Стараясь никогда не оставаться без дела, король погрузился в изучение отчетов, в бесконечный подробный перечень требований генерала Кламата, земского начальника Эрепоса, королевского землемера и казначея. Наконец, слуга, дежуривший у двери, объявил монаха ордена Поклонения Многим.
Вскочив с места, король Бифальт пересек комнату, чтобы поприветствовать вошедшего.
Это и в самом деле был монах, известный как Третий Отец.
За последние двадцать лет он изменился. По всей видимости, он проводил это время не в Последнем Книгохранилище, где целители могли бы избавить его от признаков старости. Да, мантия его, подпоясанная белой веревкой, была все та же. И тонзура на голове. И походка монаха была такой же смиренной, как всегда. Совершенно безразличный к тому, как он выглядит, монах шел, опустив глаза, благопристойно избегая прямого взгляда. На лбу его непокрытой головы, казалось, было написано вечное спокойствие.
Но тонзура его по краям поредела и побелела. Вошедшая в привычку скорбь прочертила морщины на его щеках, а кожа увяла. Монах, казалось, как-то сжался, уменьшился – то ли похудел, то ли сгорбился. Руки его слегка дрожали.
И все же король Бифальт был рад видеть его.
Стоя перед монахом, король чувствовал не привычное для него желание встать на колени. Но он только отвесил своему гостю строгий поклон.
– Третий Отец, – хрипло произнес он. – Я никогда не терял надежды, что мы встретимся вновь. Жаль, что это случилось при грозных обстоятельствах. А скоро будет и того хуже. Но ваш приход все же подарок для меня.
Когда Третий Отец поклонился в ответ, негнущиеся суставы выдали его годы. Как и слегка дрожавший голос.
– Вы добрый король. – Монах, как и Тчуи, пренебрег вежливой формулой «ваше величество», но с его стороны это было скорее признаком уважения к Бифальту. – Попросив меня передать книгу Эстервольта о производстве пушек твоему отцу, вы проверили мою преданность. Когда же вы передали книгу Амике, вы освободили меня от мучений, на которые я сам себя обрек. Вы заслужили мою благодарность.
Король Бифальт машинально взял монаха под руку, предлагая свою поддержку.
– Вы слишком скромны, отец. Вы поручились за меня. Ни один другой человек во всем Книгохранилище не сделал бы этого. Тем не менее сам я ничем не отблагодарил вас, только переложил часть собственной ноши на ваши плечи.

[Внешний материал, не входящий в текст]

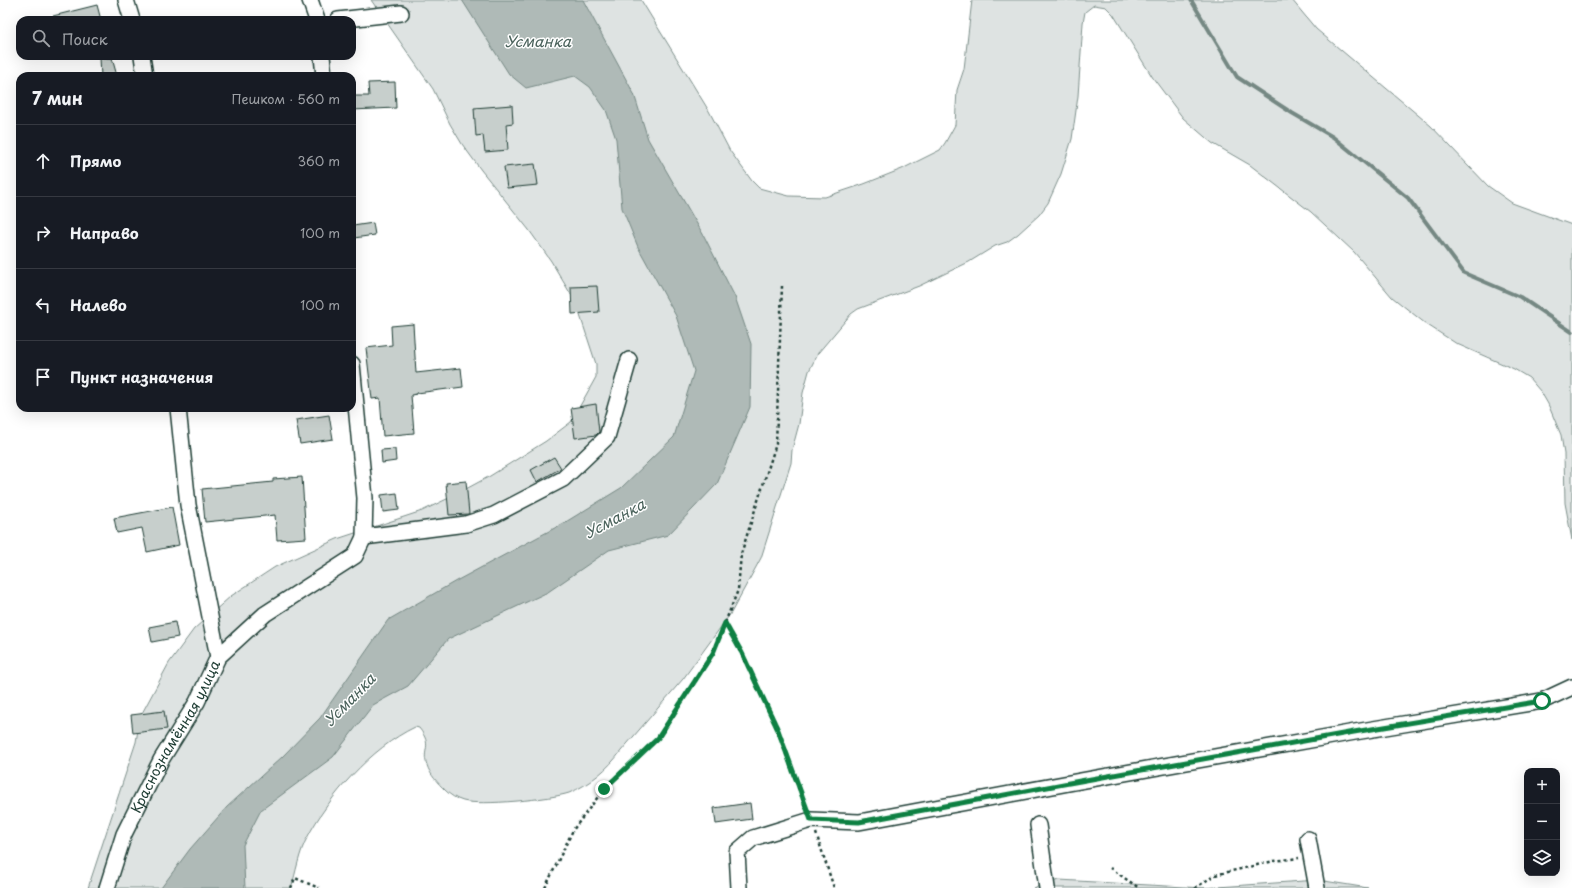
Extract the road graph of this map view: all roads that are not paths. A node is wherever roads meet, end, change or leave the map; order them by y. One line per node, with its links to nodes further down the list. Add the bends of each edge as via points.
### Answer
1 (126, 0): 4 (street)
2 (310, 0): 5 (street)
3 (401, 13): 6 (street)
4 (131, 16)
5 (316, 16)
6 (356, 18)
7 (143, 60): 9 (street)
8 (322, 60): 10 (street)
9 (144, 72)
10 (324, 72)
11 (629, 360): 14 (street, via 607,437 563,479 494,515 466,524)
12 (356, 405): 14 (street, Краснознамённая улица, via 365,498)
13 (178, 412): 15 (street, via 188,505)
14 (364, 537): 15 (street, Краснознамённая улица, via 355,556 265,614)
15 (218, 657): 19 (street, Краснознамённая улица, via 197,702 161,760 124,834)
16 (1572, 687): 20 (street, via 1542,701 1354,732 859,822 811,820 754,838 737,852)
17 (1038, 825): 21 (street)
18 (1308, 839): 22 (street)
19 (107, 888)
20 (739, 888)
21 (1047, 888)
22 (1317, 888)

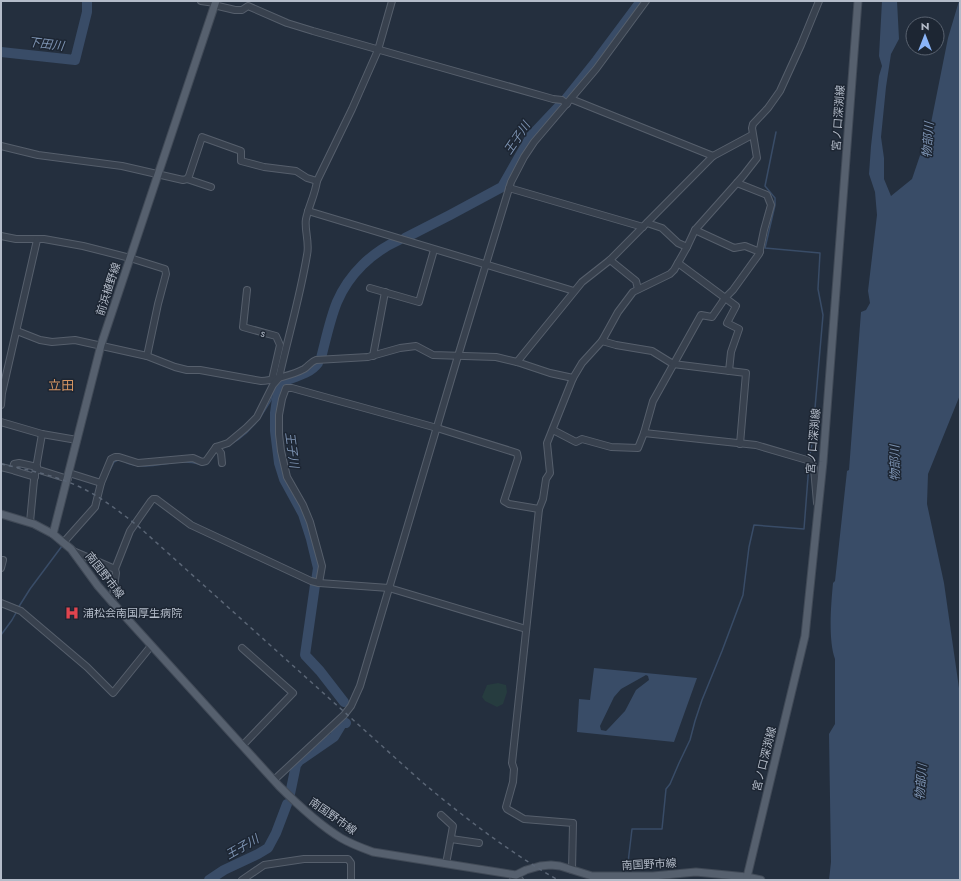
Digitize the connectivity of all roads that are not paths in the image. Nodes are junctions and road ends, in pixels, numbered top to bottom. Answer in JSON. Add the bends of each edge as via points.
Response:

Идемте, – позвал он, прежде чем старик успел возразить. – Пожалуйста, сядьте со мной. Я слишком долго был сегодня на ногах. – Выдумка ради вежливости. – Выпьете воды? Вина? – Взяв монаха за руку, Бифальт подвел его к ближайшему стулу. – Мне послать слугу за едой и напитками?
С едва слышным вздохом Третий Отец опустился на стул. Так и не поднимая глаз, он повторил:
– Вы добрый король. Воды будет достаточно. Сейчас я ни в чем не нуждаюсь. Да и вы сами находитесь в нужде, не стоит тратиться на меня.
Бифальт отошел к кувшину с водой, который его слуги всегда ставили в зале совета, наполнил кубок. Вложил в нетвердые руки монаха и пододвинул еще один стул, чтобы сесть ближе к своему гостю – так близко, что они почти соприкоснулись коленями. Неприятно удивившись тому, как медленно, боясь расплескать, Третий Отец подносит кубок ко рту, Бифальт сказал – более резко, чем хотел бы:
– Я – король Беллегера. Если мне необходимо время, оно у меня есть. Мы не спешим, отец.